Dex and em, em and dex. Yan yana okumak istediğiniz iki hece olacak bir süre.
David Nicholls, iyi bir yazar, iyi bir kitap. 2011 de filmi çekilmiş en iyi yapıtlardan biri. hem okuyun, hem izleyin.
aslında o kadar önemli bir şeye değiniyor ki film. elinde olan şeyin kıymetini bir gün anlıyorsun ama geç kalmış oluyorsun üstelik bahsedilen şey aşk. ve bu aşkı bahsedildiği gibi kaybedersen yapabileceğin tek şey o hala seninleymiş gibi hayatına devam etmek... beni benden aldı, çok uzaklara götürdü.
ölümcül bi arksun parcasi.*
beni hayal kırıklığına uğratan anne hathaway ve jim sturgess'in baş rollerinde oynadığı 2011 yapımı filmdir. klasik olaylar eşliğinde ilerleyen bir filmdir. aşkı da güzel işledikleri söylenemez. sanki aralarında aşk değil de bir hevesti. filmin sonlarına kadar önemsiz bir heves gibi sonra birden birbirini aslında çok seven bir çiftlermiş gibi anlatılıyor. daha yoğun olması gerekirdi.
sırf jim sturgessın gül yüzünün hatırına izlediğim öyle çokta beğenmediğim film. orta seviyede bir aşk filmi. özellikle değinmek istiyorum jim yine döktürüyordu. o harika ses tonu, aksanı ve oyunculuğuyla kendine hayran bırakmayı bildi kerata.
Uzaklara daldığınız an da zihninizde dolanır bu şarkı. Yaşadıklarınız ne olursa olsun, umut peydahlanır gary moore solosuyla içinize içinize işlediğinde.
2011 yapımı filmi dün izledim . karakterlerden Dexter in ne sikim hayatı var dedim izlerken sonu da kötü bitti zaten gerçekten dramatik bir film.
henüz bugun izledim filmi.hala etkisindeyim aslında romantik filmleri sevdiğim pek söylenemez ama ne bileyim işte sevdim.dexter çok yakışıklı,zengin,istediğini elde eden ama şanssız bir adam.emma ise tatlı ve çok zeki.film çok acıklıydı azizim.ilk defa bir aşk filmine ağladım.hemde kitabını alıp okuycam.böyle arkadaşlık mı olur diyenlerde var.olur!bal gibide olur.neden olmasın ki?ne sebebi var olmaması için...
gary moore'un dinledikçe boğazımda bir şeyler düğümleyen şarkısıdır.
aynı zamanda david nicholls imzalı suluzırtlak bir aşk romanının adıdır.
jim sturgess ve anne hathaway'ın başrollerini paylaştığı, across the universe filminden tanıdığım jim sturgess olduğu için izlediğim ağlatan romantik-dram-komedi türündeki film.
iflahımı siken film. izlemeyin kardeşim.
film altındaki kezbanların "hayatımın filmi" , "son on yıldır izlediğim en iyi filim" , "Müthiş bir film. Sonunda ağlayacaksınız…" gibi yorumlarından sonra izlemeye karar verdiğim ve sıkıntıdan zar zor sonunu getirebildiğim film.

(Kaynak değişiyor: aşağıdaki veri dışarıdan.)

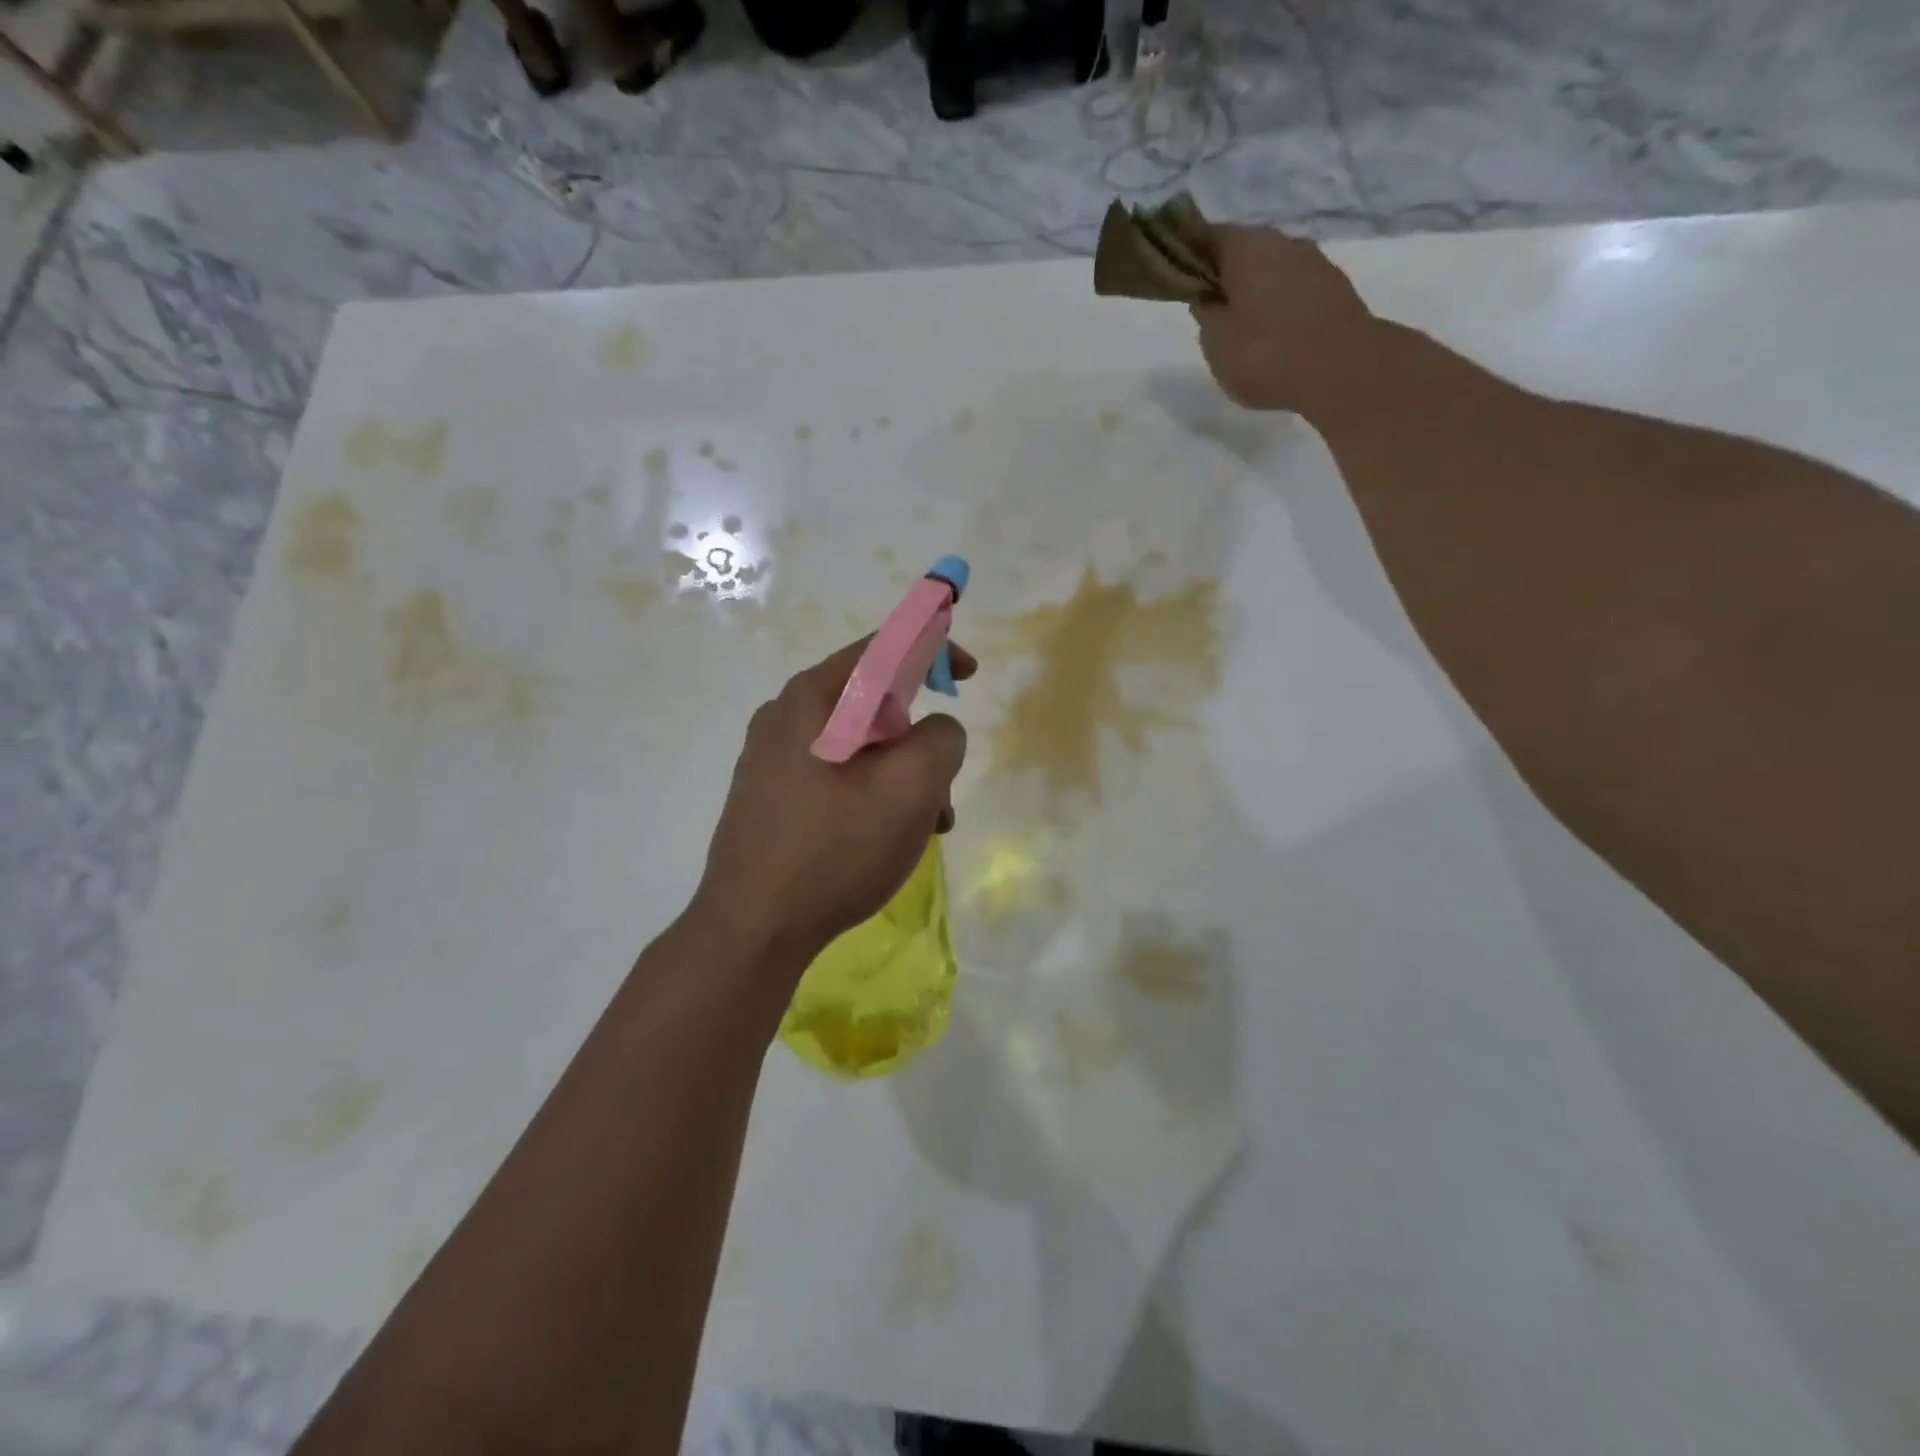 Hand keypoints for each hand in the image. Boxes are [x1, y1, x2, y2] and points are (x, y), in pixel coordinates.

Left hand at [690, 637, 974, 972]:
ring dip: (903, 777)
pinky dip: (874, 796)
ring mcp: (772, 760)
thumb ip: (941, 738)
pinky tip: (888, 841)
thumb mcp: (911, 787)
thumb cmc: (834, 849)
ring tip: (926, 828)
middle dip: (921, 739)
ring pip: (860, 747)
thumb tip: (935, 731)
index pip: (881, 647)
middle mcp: (785, 718)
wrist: (752, 932)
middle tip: (944, 785)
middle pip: (873, 703)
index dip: (933, 648)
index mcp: (812, 698)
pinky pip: (837, 777)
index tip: (969, 675)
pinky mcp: (771, 799)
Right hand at [1192, 224, 1376, 413]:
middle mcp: (1282, 242)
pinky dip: (1278, 305)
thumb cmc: (1265, 352)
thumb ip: (1206, 313)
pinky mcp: (1334, 288)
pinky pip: (1294, 290)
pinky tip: (1271, 333)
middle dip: (1224, 274)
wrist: (1341, 369)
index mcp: (1246, 246)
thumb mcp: (1215, 341)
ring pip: (1271, 270)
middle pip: (1243, 251)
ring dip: (1254, 290)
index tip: (1173, 273)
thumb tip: (1206, 297)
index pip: (1206, 236)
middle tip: (1207, 306)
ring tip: (1240, 325)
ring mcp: (1314, 262)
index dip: (1187, 253) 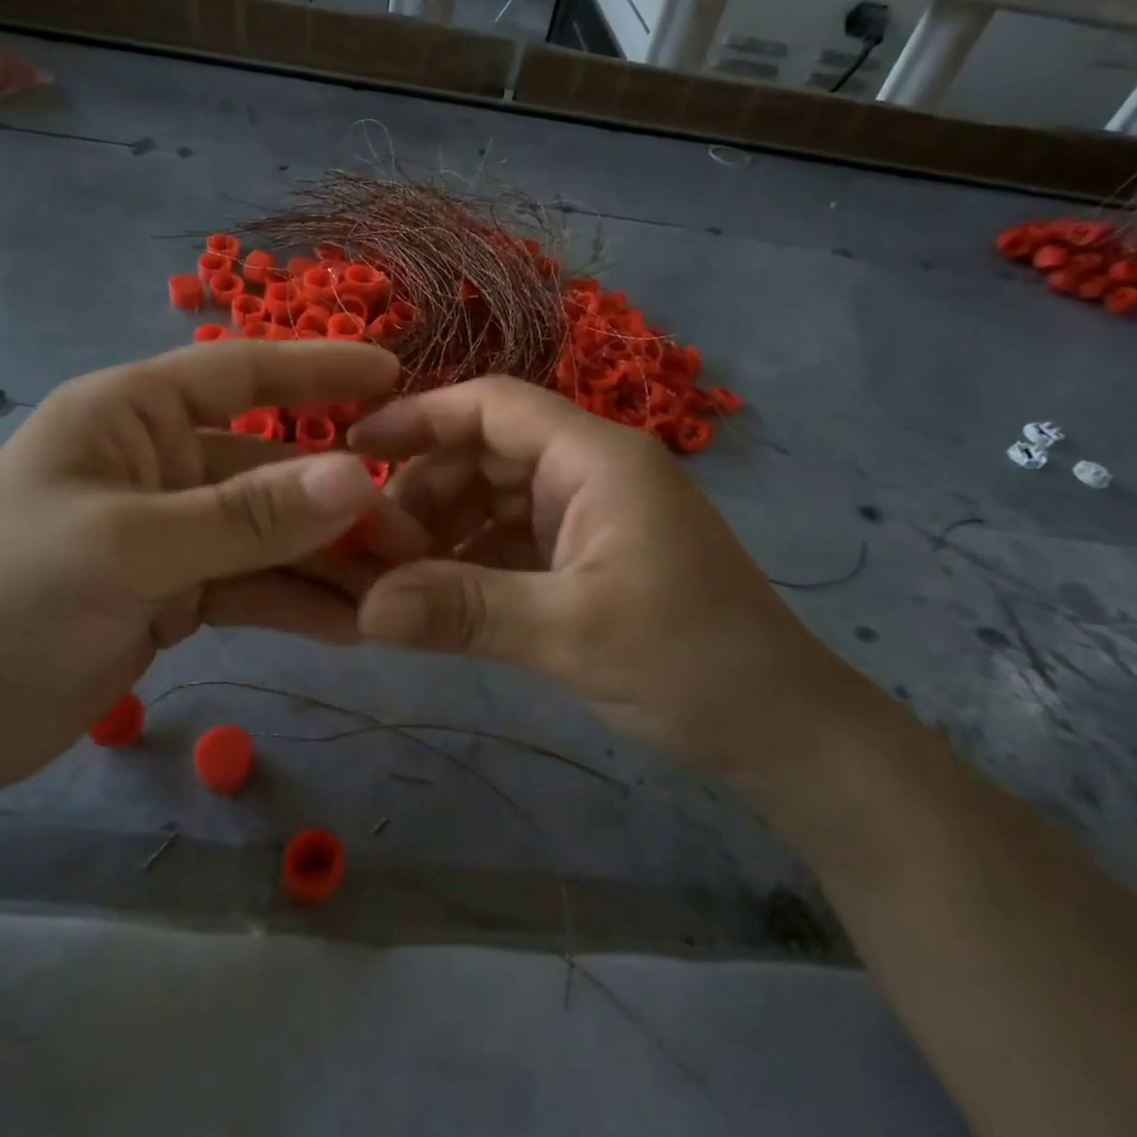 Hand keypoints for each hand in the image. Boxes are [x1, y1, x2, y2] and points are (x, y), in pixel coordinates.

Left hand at [0, 341, 411, 801]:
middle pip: (269, 469)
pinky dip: (295, 604)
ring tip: (396, 592)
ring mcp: (169, 532)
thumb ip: (247, 516)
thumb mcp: (129, 549)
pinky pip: (251, 587)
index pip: (240, 375)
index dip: (319, 371)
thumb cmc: (2, 602)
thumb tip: (358, 478)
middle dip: (339, 503)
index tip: (395, 375)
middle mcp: (156, 462)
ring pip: (269, 536)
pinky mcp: (173, 593)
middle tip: (415, 535)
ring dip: (327, 563)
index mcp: (130, 416)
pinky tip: (349, 627)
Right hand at [349, 377, 867, 778]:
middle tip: (369, 542)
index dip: (420, 417)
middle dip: (424, 489)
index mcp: (596, 458)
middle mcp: (590, 472)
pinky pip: (512, 540)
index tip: (353, 446)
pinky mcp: (588, 557)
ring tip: (393, 576)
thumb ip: (463, 611)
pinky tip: (436, 596)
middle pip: (485, 452)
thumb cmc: (690, 662)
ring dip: (443, 530)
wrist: (783, 730)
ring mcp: (589, 515)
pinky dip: (471, 560)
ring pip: (493, 499)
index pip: (493, 406)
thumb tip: (364, 608)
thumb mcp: (569, 632) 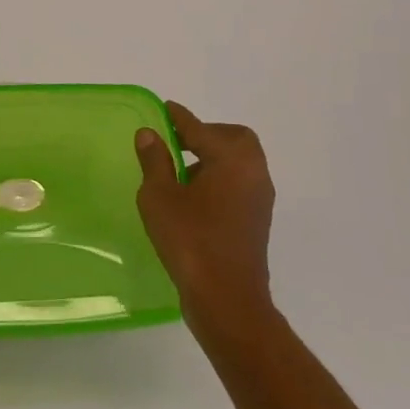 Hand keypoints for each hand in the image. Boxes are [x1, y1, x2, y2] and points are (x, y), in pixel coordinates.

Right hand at [135, 101, 276, 328]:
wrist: (227, 300)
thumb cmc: (190, 240)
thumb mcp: (160, 196)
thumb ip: (155, 161)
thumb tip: (150, 134)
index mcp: (232, 159)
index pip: (200, 128)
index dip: (179, 117)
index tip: (165, 108)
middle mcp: (253, 173)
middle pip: (234, 139)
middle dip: (207, 135)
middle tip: (177, 143)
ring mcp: (259, 199)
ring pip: (239, 162)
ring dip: (213, 158)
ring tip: (179, 171)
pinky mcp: (257, 221)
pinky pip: (239, 184)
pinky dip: (220, 178)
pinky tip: (193, 196) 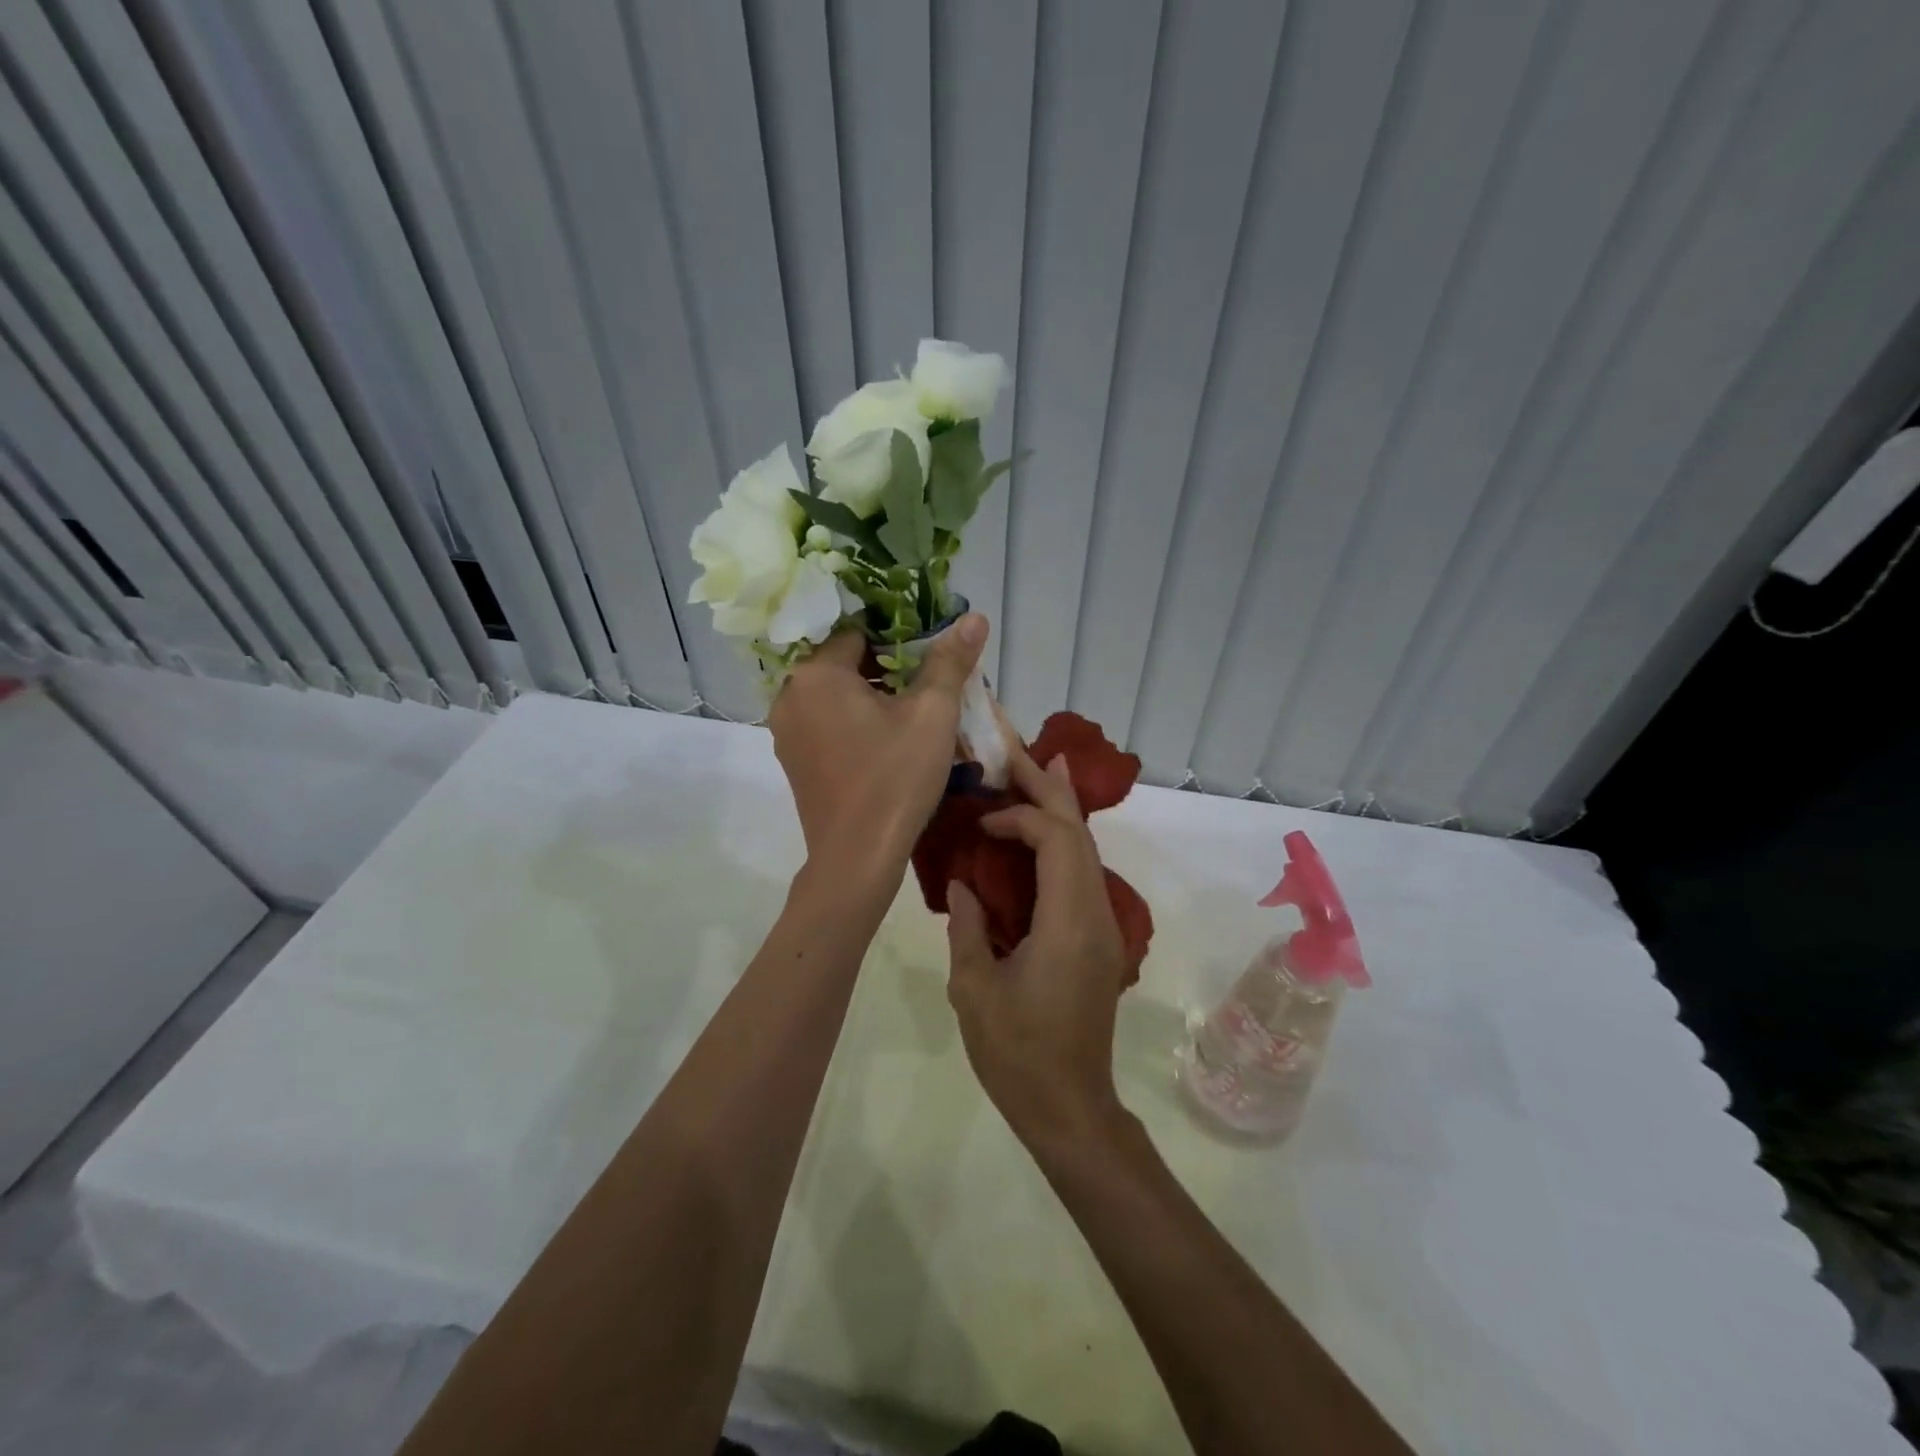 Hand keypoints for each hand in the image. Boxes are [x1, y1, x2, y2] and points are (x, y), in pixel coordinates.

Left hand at [769, 614, 988, 883]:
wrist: (858, 857)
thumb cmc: (896, 777)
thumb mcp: (932, 714)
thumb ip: (950, 661)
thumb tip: (975, 617)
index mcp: (816, 674)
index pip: (857, 633)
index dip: (896, 641)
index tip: (927, 660)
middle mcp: (790, 696)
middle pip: (843, 665)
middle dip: (885, 672)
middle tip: (925, 690)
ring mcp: (786, 733)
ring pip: (834, 697)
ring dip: (868, 700)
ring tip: (911, 718)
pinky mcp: (793, 763)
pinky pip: (825, 726)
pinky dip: (851, 725)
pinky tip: (884, 747)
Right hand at [945, 742, 1132, 1149]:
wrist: (1070, 1107)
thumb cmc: (1017, 1053)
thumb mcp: (975, 989)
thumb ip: (968, 927)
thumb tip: (963, 885)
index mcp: (1068, 922)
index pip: (1057, 842)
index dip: (1022, 817)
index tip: (983, 821)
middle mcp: (1096, 914)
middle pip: (1081, 834)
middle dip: (1050, 789)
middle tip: (1017, 754)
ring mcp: (1103, 927)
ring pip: (1087, 851)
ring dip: (1059, 812)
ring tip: (1033, 775)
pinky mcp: (1098, 940)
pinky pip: (1083, 874)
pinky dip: (1062, 843)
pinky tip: (1042, 836)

107 dakikam boşa gitti ulan!
yer yer sıkıcı olmasına rağmen izlenilebilir bir film.

ayrıca fark ettim ki sonuyla ilgili kafa karışıklığı yaşayan bir benmişim. sonuna dair bir allahın kulu yorum yapmıştır kesin diye açıp sözlüğe bakayım dedim yine yok.

izleyenlere önemli soru 1 : yahu arkadaş şimdi bu filmin sonunda adamın kızı babasına emmayı tanımıyormuş gibi dost muydunuz falan diyor. babasının ölen karısını tanımıyor mu bu çocuk?

izleyenlere önemli soru 2 : hadi diyelim ki çocuk "hem eşin hem de dostun muydu baba o kadın? " demek istiyor, ki bacak kadar çocuktaki düşünce yapısına bak hele, ben o noktaya gelemedim daha.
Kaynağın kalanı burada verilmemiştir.